[[ Material to process open ]]

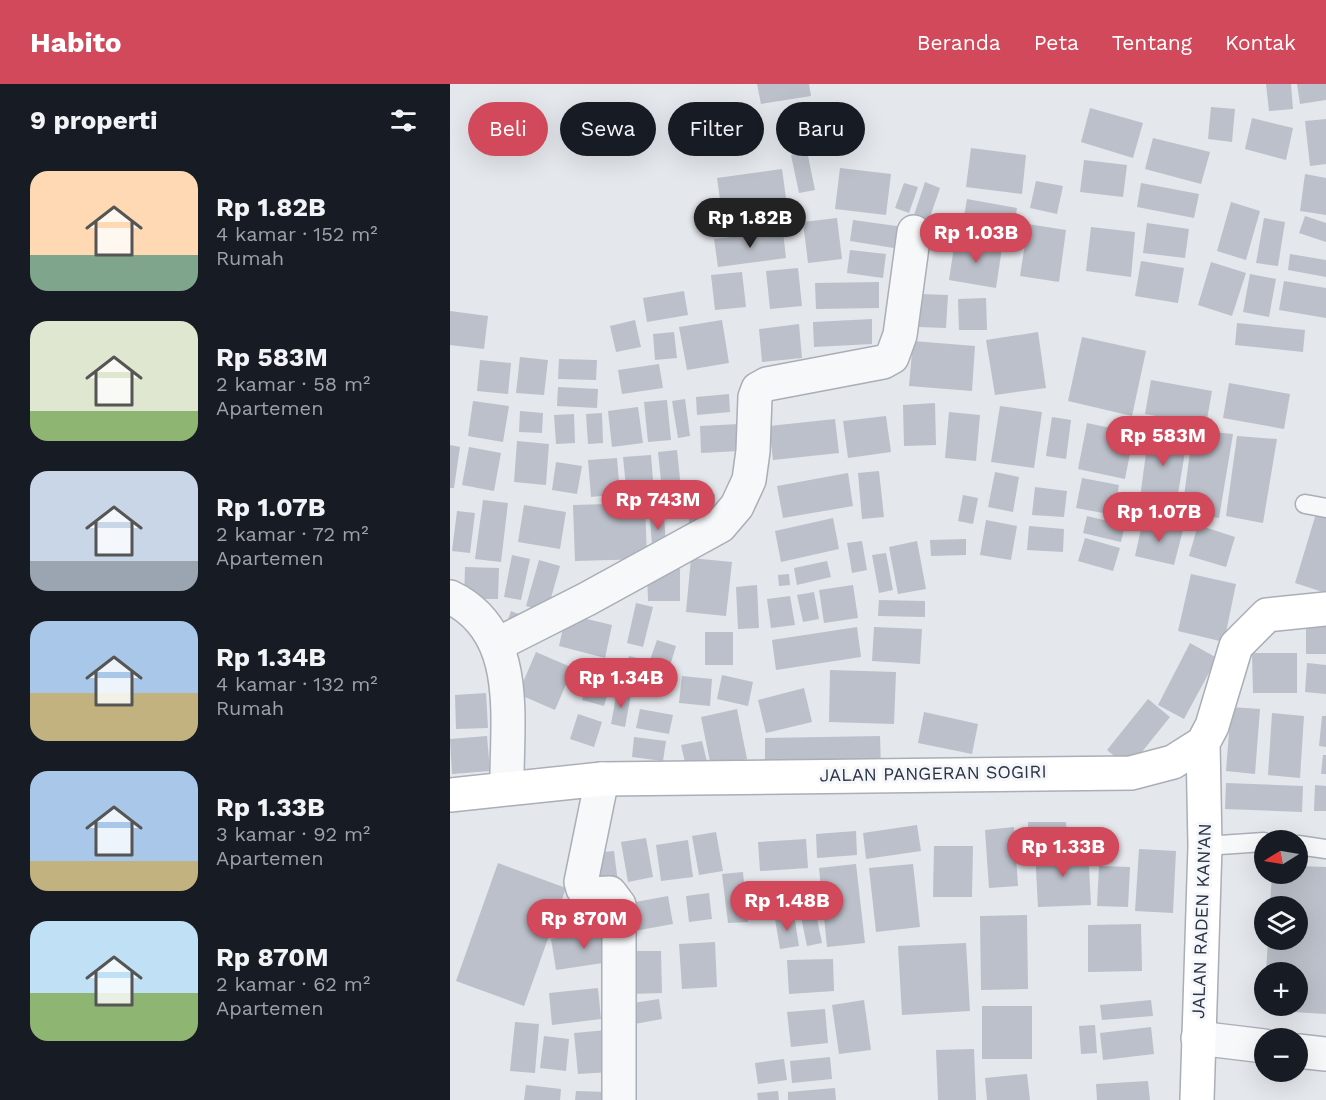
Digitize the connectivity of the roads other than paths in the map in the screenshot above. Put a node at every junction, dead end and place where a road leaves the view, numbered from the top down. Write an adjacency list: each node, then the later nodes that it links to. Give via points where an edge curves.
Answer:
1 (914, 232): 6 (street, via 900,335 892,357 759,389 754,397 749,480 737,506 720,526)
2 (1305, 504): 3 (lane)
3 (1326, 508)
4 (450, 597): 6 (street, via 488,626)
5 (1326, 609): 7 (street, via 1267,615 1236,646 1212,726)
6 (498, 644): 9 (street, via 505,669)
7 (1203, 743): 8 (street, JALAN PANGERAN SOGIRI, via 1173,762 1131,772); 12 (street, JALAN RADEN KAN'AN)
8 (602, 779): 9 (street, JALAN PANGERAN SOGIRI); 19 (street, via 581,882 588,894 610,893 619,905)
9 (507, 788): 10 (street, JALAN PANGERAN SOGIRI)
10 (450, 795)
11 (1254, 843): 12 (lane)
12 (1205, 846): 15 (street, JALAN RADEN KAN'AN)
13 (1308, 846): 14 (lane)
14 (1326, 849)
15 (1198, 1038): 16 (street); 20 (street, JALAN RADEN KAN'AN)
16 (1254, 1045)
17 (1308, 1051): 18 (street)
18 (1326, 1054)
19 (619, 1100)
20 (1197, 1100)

[[ Material to process closed ]]
[[ Material to process open ]]

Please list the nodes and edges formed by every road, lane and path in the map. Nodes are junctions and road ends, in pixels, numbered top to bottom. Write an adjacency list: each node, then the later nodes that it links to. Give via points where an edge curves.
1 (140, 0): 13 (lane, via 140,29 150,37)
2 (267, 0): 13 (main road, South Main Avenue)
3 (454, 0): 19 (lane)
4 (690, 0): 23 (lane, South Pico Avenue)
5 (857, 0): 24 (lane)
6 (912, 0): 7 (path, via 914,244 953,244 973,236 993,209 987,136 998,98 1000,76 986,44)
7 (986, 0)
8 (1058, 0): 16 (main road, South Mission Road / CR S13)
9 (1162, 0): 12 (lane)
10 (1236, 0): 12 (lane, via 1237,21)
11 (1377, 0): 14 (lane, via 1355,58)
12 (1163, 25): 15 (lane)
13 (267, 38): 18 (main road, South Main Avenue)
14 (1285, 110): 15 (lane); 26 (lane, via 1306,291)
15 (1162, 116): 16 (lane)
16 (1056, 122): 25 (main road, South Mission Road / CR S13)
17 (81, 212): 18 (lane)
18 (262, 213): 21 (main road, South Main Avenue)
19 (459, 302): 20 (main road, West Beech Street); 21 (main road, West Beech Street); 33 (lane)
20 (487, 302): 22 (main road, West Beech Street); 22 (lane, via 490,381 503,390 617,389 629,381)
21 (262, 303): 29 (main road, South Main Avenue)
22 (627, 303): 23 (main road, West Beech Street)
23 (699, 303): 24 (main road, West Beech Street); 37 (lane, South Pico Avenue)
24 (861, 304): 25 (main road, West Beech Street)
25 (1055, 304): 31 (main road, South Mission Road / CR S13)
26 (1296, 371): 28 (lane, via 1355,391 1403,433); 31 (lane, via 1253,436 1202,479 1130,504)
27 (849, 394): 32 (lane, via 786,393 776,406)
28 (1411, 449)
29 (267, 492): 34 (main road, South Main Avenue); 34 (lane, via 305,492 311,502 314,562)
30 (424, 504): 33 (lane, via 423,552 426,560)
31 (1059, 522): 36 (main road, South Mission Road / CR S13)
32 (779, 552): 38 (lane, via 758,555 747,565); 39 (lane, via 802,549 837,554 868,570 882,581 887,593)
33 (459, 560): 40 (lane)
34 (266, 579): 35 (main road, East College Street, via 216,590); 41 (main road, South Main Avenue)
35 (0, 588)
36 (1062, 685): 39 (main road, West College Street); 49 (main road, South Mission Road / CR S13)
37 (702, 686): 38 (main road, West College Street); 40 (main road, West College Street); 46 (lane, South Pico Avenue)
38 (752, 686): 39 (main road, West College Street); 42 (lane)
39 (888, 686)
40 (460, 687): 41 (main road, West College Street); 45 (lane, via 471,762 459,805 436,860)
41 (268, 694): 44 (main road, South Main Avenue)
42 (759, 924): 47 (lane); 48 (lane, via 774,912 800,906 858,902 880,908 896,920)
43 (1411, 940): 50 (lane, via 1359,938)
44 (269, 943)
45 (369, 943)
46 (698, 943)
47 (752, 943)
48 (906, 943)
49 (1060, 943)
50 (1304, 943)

[[ Material to process closed ]]
[[ Material to process open ]]

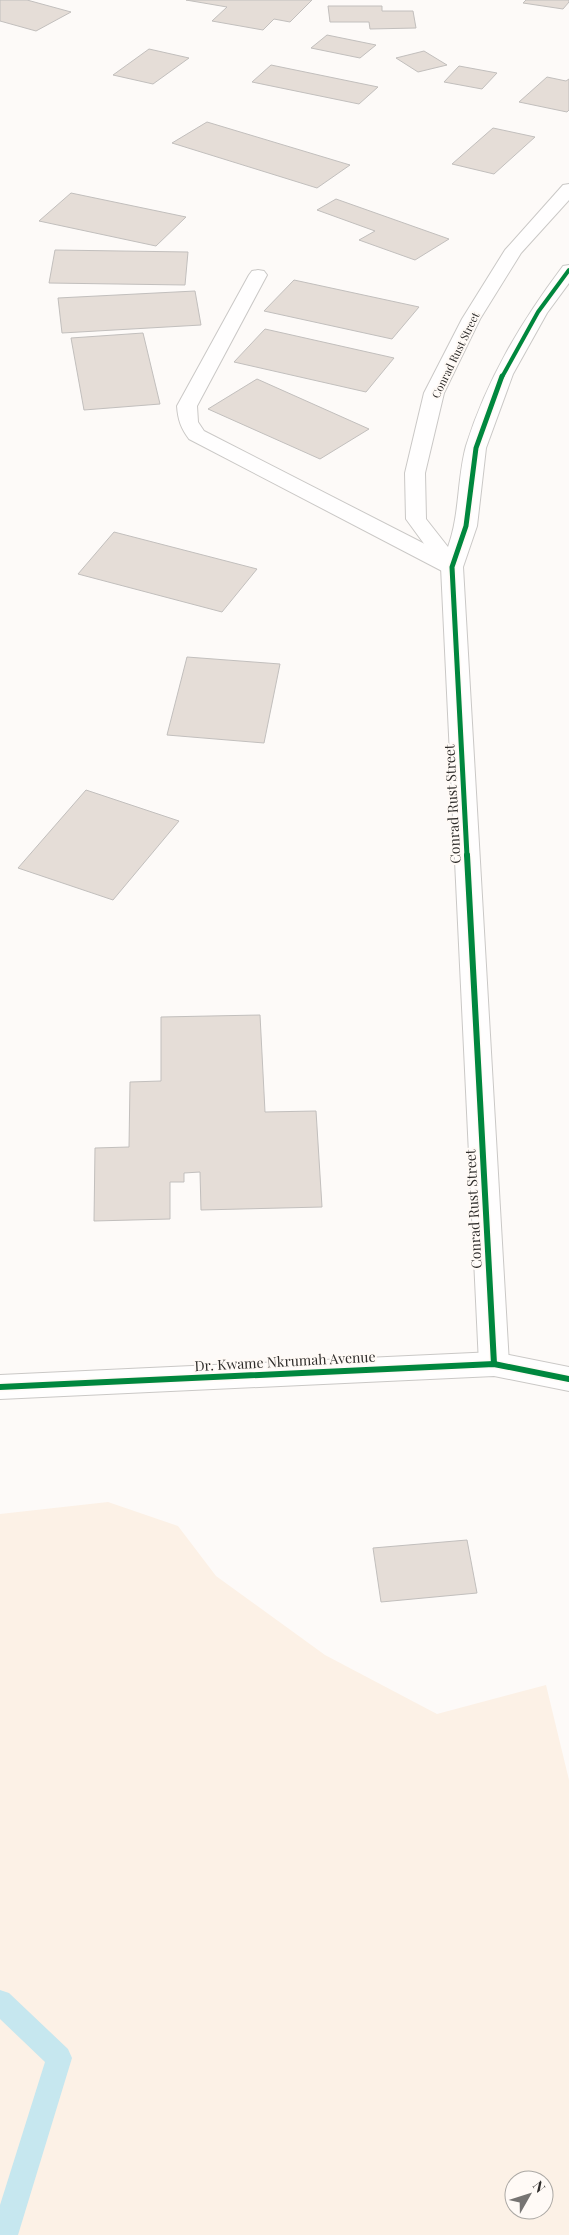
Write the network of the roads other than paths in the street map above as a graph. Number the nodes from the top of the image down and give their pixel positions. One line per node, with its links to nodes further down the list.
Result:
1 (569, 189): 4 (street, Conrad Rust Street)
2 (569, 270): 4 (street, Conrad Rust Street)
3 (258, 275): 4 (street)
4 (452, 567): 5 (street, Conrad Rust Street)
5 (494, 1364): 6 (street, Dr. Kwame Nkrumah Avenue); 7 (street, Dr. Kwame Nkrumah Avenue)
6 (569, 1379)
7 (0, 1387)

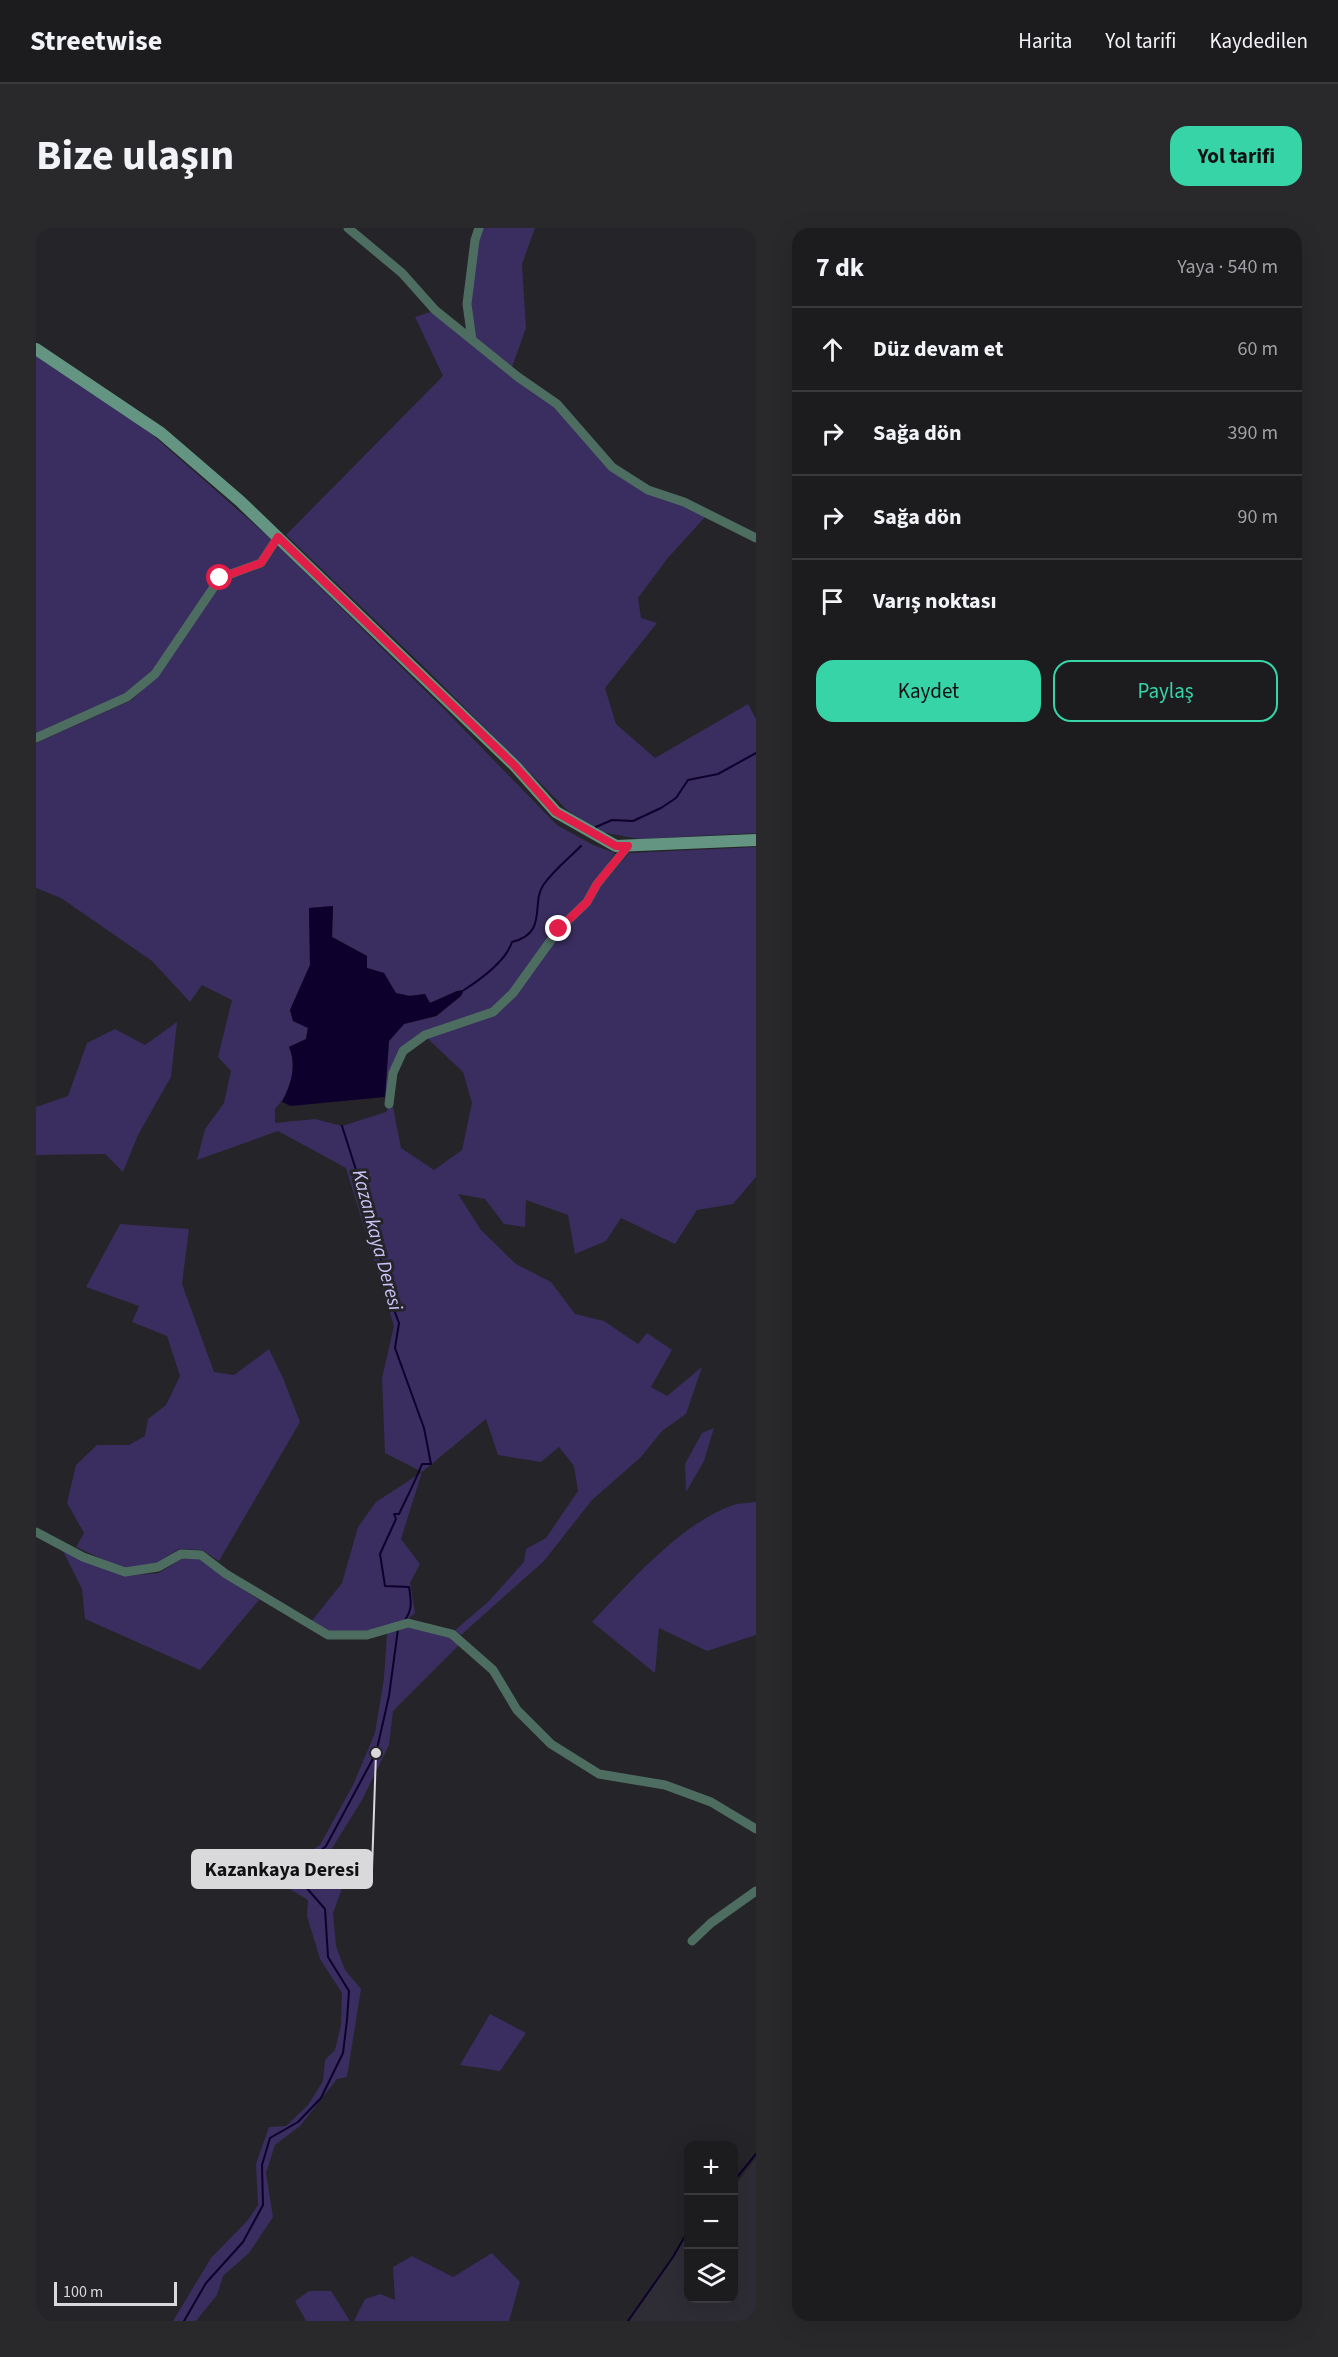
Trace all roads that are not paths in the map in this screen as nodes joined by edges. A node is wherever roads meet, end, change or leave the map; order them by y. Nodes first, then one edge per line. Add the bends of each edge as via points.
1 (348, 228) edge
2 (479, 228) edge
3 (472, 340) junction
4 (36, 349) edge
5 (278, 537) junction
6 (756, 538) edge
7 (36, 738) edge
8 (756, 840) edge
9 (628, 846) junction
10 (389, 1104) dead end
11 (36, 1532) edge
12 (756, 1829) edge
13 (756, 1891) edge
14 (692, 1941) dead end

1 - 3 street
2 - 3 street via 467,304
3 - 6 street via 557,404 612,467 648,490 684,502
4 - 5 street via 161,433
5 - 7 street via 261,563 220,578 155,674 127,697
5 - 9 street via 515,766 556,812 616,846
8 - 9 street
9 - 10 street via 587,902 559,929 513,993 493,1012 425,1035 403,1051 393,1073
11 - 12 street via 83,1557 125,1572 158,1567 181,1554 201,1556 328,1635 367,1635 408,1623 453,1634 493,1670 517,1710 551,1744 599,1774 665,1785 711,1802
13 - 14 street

[[ Material to process closed ]]

== Task prompt ==
Look through the entries above, find each line containing "down", and copy it.

== Finished task ==
Digitize the connectivity of the roads other than paths in the map in the screenshot above. Put a node at every junction, dead end and place where a road leaves the view, numbered from the top down. Write an adjacency list: each node, then the later nodes that it links to. Give via points where an edge curves.
Write the network of the roads other than paths in the street map above as a graph. Number the nodes from the top of the image down and give their pixel positions. One line per node, with its links to nodes further down the list.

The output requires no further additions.